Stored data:

━━━━━━━━━━━━━━━━━━━━━━━━━━━━━━

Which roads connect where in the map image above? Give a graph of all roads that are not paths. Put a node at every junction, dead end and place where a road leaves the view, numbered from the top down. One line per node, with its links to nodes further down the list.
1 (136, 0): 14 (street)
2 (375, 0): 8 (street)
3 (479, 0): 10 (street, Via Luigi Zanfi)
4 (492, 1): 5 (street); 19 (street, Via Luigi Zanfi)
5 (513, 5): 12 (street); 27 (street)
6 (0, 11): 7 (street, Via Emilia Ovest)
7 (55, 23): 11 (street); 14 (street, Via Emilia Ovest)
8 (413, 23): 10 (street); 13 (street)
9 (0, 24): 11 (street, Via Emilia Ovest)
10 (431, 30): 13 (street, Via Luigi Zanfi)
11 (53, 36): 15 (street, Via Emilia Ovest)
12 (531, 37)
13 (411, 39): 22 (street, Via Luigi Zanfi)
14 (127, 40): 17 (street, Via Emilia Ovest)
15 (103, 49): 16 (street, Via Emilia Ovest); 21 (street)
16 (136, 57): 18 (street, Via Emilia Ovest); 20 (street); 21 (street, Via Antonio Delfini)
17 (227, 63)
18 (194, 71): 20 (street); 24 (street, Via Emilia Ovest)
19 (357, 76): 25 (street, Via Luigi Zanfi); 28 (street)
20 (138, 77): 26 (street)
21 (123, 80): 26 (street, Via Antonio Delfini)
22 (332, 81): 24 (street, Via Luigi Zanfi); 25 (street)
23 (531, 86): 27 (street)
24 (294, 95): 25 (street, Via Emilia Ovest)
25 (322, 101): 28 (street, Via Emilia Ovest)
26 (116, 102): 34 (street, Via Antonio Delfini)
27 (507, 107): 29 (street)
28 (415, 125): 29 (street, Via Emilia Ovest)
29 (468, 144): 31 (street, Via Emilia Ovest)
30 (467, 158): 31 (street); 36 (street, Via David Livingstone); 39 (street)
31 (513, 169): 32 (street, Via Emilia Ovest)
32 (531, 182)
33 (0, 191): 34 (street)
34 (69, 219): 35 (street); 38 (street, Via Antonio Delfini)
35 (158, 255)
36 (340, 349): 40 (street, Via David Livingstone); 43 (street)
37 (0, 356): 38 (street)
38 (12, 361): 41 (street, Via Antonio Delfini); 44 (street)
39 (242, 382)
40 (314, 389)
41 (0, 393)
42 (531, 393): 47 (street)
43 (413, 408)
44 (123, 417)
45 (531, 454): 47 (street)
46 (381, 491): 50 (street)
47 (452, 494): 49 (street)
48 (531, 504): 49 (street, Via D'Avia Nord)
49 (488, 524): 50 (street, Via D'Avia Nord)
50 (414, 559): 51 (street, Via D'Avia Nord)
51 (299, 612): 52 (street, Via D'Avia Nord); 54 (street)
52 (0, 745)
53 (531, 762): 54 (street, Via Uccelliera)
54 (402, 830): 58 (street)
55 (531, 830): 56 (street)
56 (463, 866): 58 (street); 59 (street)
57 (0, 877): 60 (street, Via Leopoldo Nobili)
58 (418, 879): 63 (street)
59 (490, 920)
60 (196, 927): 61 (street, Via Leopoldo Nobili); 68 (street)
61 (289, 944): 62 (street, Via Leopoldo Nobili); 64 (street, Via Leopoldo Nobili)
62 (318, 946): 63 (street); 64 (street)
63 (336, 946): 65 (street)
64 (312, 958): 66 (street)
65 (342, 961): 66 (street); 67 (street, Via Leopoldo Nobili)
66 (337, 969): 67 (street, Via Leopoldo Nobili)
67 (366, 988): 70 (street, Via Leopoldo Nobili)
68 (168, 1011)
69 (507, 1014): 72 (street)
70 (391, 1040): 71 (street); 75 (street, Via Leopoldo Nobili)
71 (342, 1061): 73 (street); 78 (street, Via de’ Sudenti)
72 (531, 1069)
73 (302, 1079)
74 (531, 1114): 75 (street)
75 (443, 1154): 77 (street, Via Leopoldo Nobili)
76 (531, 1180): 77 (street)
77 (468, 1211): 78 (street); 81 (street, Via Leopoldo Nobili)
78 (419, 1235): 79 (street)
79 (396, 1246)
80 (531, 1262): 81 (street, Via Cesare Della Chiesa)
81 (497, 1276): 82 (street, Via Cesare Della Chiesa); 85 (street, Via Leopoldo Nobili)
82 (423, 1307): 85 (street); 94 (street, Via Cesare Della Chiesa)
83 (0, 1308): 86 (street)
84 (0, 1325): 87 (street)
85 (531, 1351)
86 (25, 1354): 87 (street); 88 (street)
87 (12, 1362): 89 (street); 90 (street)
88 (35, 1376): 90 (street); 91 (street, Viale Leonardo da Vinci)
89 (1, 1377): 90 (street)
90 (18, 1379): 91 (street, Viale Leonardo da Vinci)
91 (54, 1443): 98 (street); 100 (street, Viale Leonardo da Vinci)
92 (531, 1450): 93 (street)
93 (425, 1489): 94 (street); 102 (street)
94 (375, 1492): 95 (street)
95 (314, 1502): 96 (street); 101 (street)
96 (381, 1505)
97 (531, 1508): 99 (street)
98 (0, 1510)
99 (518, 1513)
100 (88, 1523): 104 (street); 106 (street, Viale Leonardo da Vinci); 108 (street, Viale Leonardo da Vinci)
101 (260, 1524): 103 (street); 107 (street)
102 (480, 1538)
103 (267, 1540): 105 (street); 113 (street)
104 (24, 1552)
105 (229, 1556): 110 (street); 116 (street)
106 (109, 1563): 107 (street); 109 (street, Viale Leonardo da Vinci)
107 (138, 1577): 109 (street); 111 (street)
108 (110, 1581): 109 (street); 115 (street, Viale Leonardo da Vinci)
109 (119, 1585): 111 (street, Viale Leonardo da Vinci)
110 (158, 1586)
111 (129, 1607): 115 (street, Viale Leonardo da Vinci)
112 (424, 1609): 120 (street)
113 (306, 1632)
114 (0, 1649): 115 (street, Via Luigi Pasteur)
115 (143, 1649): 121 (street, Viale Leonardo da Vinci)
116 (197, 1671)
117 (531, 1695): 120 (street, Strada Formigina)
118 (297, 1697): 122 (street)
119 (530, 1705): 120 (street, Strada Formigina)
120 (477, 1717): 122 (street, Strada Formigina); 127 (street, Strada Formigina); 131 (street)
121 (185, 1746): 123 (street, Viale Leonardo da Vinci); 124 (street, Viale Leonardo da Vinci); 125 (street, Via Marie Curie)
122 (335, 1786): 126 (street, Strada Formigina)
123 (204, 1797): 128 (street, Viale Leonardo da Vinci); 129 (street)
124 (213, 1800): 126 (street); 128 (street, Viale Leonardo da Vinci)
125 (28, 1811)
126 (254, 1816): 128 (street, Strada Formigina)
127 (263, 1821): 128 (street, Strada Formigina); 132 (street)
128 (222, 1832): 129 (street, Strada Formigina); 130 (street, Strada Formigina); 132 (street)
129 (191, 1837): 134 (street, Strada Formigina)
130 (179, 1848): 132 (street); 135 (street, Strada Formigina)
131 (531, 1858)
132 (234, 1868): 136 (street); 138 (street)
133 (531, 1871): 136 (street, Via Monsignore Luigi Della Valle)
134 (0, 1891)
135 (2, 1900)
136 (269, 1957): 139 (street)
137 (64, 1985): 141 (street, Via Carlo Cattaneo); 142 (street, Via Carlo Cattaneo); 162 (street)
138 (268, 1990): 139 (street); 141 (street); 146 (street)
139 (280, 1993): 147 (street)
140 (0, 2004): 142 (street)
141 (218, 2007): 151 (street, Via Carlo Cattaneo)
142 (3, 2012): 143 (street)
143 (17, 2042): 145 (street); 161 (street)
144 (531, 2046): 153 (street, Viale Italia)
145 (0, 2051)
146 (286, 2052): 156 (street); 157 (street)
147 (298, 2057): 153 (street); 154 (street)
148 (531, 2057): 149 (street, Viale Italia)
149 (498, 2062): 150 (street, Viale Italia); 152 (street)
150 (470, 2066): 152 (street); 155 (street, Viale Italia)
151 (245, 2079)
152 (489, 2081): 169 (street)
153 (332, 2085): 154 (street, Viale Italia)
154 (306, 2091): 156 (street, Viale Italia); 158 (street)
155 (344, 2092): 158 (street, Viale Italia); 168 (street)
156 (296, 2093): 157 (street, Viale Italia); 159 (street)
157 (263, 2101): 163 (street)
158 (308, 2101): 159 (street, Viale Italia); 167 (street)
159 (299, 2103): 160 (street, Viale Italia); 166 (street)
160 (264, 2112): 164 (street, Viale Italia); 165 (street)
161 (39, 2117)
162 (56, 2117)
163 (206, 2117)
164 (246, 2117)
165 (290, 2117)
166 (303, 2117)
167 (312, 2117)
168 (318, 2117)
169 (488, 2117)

━━━━━━━━━━━━━━━━━━━━━━━━━━━━━━

Your assignment: "Antonio" is the string to look for; please copy every line of the records above where it appears.

Result of the exercise:
16 (136, 57): 18 (street, Via Emilia Ovest); 20 (street); 21 (street, Via Antonio Delfini)
21 (123, 80): 26 (street, Via Antonio Delfini)
26 (116, 102): 34 (street, Via Antonio Delfini)
34 (69, 219): 35 (street); 38 (street, Via Antonio Delfini)
38 (12, 361): 41 (street, Via Antonio Delfini); 44 (street)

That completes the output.